In the last tutorial I showed how you can collect old Tweets through the Premium API. The result was a jsonl-file which contains all the Tweets as json objects. This time we will create a gexf-file from those Tweets which you can use with Gephi or another network analysis tool.
1. Loading the Tweets from jsonl
There are different Python libraries that handle the loading of jsonl files. You could read the file line by line as well and just parse them with the json library, but where is the fun in that. I use json-lines, because it can handle gzipped as well as broken files. Others should be fine as well.
First we need to install it. If you use a Jupyter notebook !pip install json-lines
, else just pip install json-lines
.
You could read the whole Tweet objects into memory with the following code (don’t do it):
import json_lines
def load_jsonl(file):
tweets = []
with open(file, 'rb') as f:
for tweet in json_lines.reader(f, broken=True):
tweets.append(tweet)
return (tweets)
tweets = load_jsonl('twitter_premium_api_demo.jsonl')
The Tweet objects contain a lot of information that we don’t need for the Retweet network. If you work with a small dataset that’s no problem, but the more Tweets you work with, the more RAM you need and everything becomes sluggish.
Instead we will read each Tweet, extract the data that’s relevant and toss the rest. Not literally, because it’s still in the file, but not in working memory.
I want the info when a Tweet was published and who published it (user_id, screen_name, join_date). If it is a Retweet, I want the same info about the account, that got retweeted. If you use a paid tier of the Premium API Twitter provides additional info about the account.
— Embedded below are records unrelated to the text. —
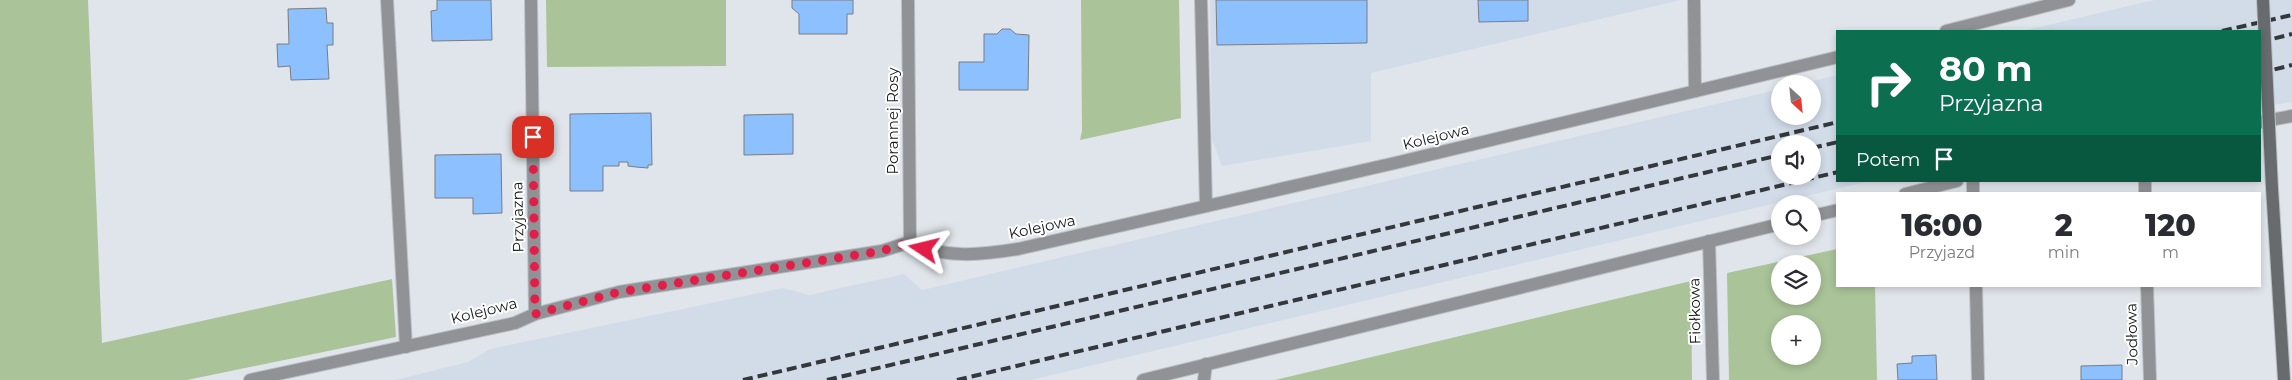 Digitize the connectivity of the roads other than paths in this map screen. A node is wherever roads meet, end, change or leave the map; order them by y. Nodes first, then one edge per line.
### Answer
1 (387, 0) edge
2 (531, 0) edge
3 (908, 0) edge
4 (1201, 0) edge
5 (1694, 0) edge
6 (2069, 0) edge
7 (2263, 0) edge
8 (1950, 30) edge
9 (1836, 57) edge
10 (1695, 91) junction
11 (2292, 116) edge
12 (2261, 122) edge
13 (1953, 182) edge
14 (1913, 192) edge
15 (1206, 206) junction
16 (1836, 210) edge
17 (1821, 214) edge
18 (1771, 226) edge
19 (1710, 241) junction
20 (910, 242) junction
21 (1976, 287) edge
22 (2147, 287) edge
23 (535, 314) junction
24 (406, 347) junction
25 (1206, 364) junction
26 (250, 380) edge
27 (1143, 380) edge
28 (1204, 380) edge
29 (1713, 380) edge
30 (1978, 380) edge
31 (2150, 380) edge
32 (2284, 380) edge

1 - 24 street
2 - 23 street, Przyjazna
3 - 20 street, Porannej Rosy
4 - 15 street
5 - 10 street
6 - 8 street
7 - 32 street, bridge
9 - 10 street, Kolejowa
10 - 15 street, Kolejowa
11 - 12 street
13 - 14 street
15 - 20 street, Kolejowa
16 - 17 street
18 - 19 street
19 - 25 street
19 - 29 street, Fiołkowa
20 - 23 street, Kolejowa
21 - 30 street
22 - 31 street, Jodłowa
23 - 24 street, Kolejowa
24 - 26 street, Kolejowa
25 - 27 street
25 - 28 street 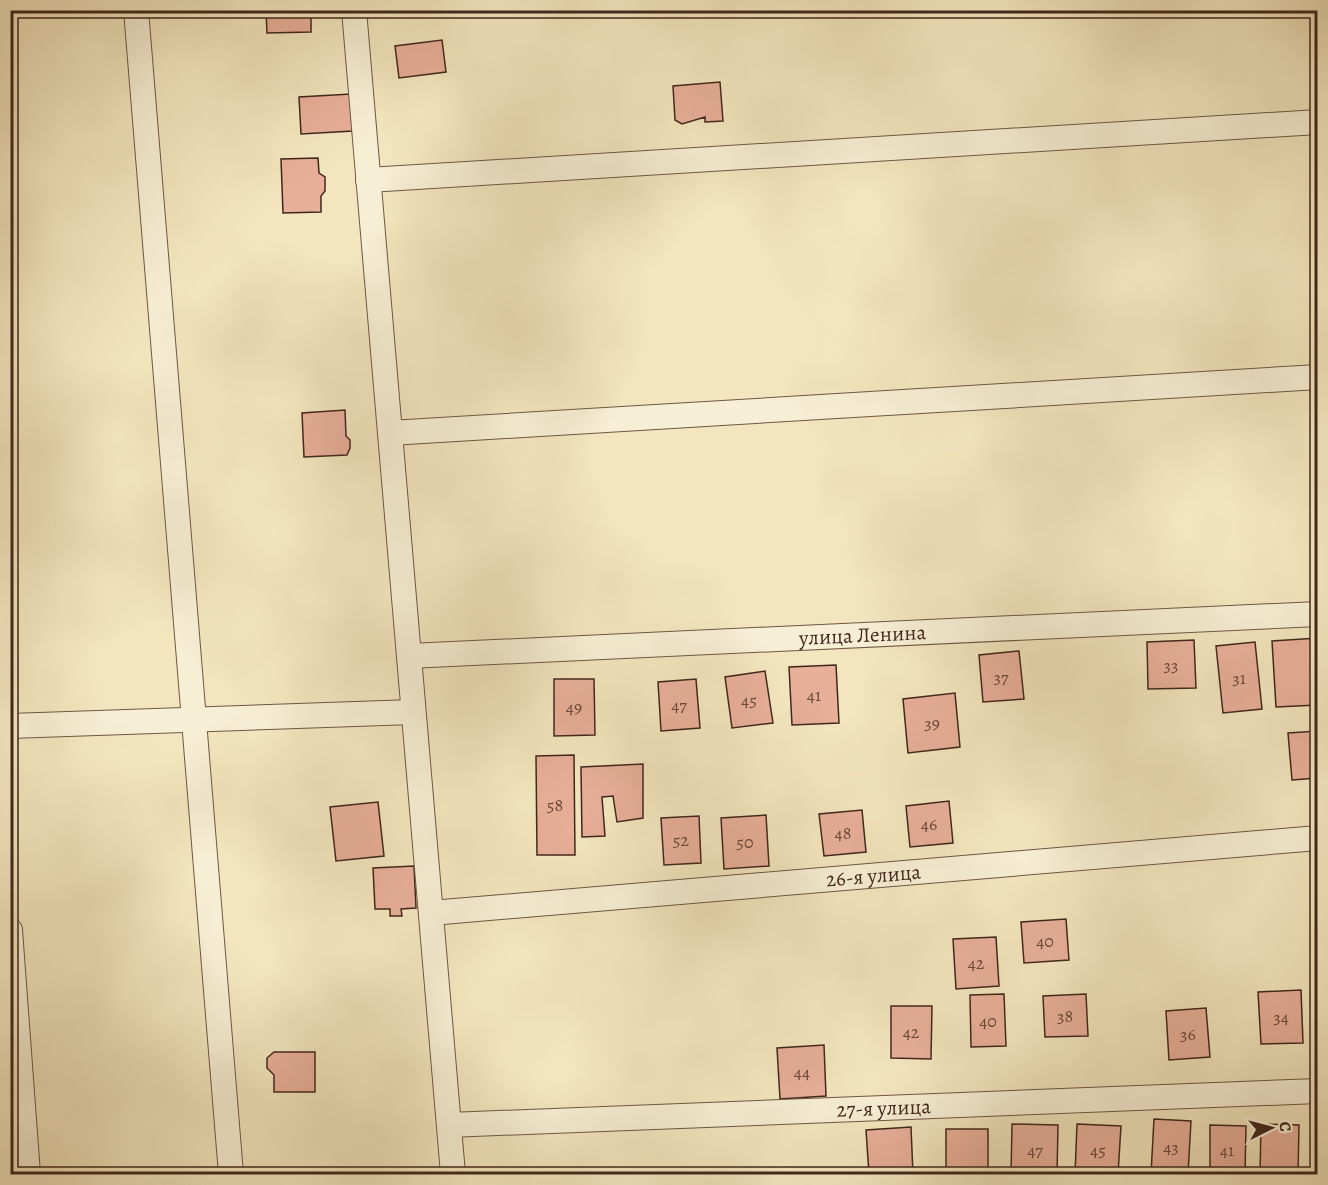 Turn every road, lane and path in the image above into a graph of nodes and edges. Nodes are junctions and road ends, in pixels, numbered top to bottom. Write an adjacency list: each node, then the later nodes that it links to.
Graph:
1 (136, 10): 10 (street)
2 (354, 10): 4 (street)
3 (1317, 122): 4 (street)
4 (368, 180): 6 (street)
5 (1317, 377): 6 (street)
6 (390, 434): 8 (street)
7 (1317, 614): 8 (street, улица Ленина)
8 (409, 656): 9 (street)
9 (413, 712): 10 (street); 13 (street)
10 (194, 720): 11 (street); 18 (street)
11 (10, 726)
12 (1317, 838): 13 (street, 26-я улица)
13 (431, 913): 16 (street)
14 (10, 930): 17 (street)
15 (1317, 1091): 16 (street, 27-я улица)
16 (449, 1125): 19 (street)
17 (28, 1174)
18 (231, 1174)
19 (453, 1174)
From that I want the country and region, if it’s available. Put together we get this nice block of code.
import json_lines
def load_jsonl(file):
tweets = []
with open(file, 'rb') as f:
for tweet in json_lines.reader(f, broken=True):
reduced_tweet = {
'created_at' : tweet['created_at'],
'id' : tweet['id_str'],
'username' : tweet['user']['screen_name'],
'user_joined' : tweet['user']['created_at'][-4:],
'user_id' : tweet['user']['id_str'],
}
if 'derived' in tweet['user']:
reduced_tweet['country'] = tweet['user']['derived']['locations'][0]['country'] \
if 'locations' in tweet['user']['derived'] else ""
reduced_tweet['region'] = tweet['user']['derived']['locations'][0]['region'] \
if 'region' in tweet['user']['derived']['locations'][0] else ""
if 'retweeted_status' in tweet:
reduced_tweet['retweeted_user'] = {
'user_id' : tweet['retweeted_status']['user']['id_str'],
'username' : tweet['retweeted_status']['user']['screen_name'],
'user_joined': tweet['retweeted_status']['user']['created_at'][-4:]
}
tweets.append(reduced_tweet)
return (tweets)
tweets = load_jsonl('twitter_premium_api_demo.jsonl')
With len(tweets)
we can find out how many Tweets we loaded and with tweets[0]
we can look at what a single Tweet looks like now.
2. Creating a gexf network file
To be honest I don’t remember how I came to the current solution, but I struggled with gexf (GDF is easier to create, but more error prone and doesn’t support dynamic graphs). There is an example on the Gephi website and if I remember it correctly I used a file someone uploaded to a forum. In the end I used lxml to create the gexf, which is probably not the best solution, but it worked. At least with some hacking.
First you need lxml. !pip install lxml
or without the exclamation mark, if you don’t use Juypiter notebooks.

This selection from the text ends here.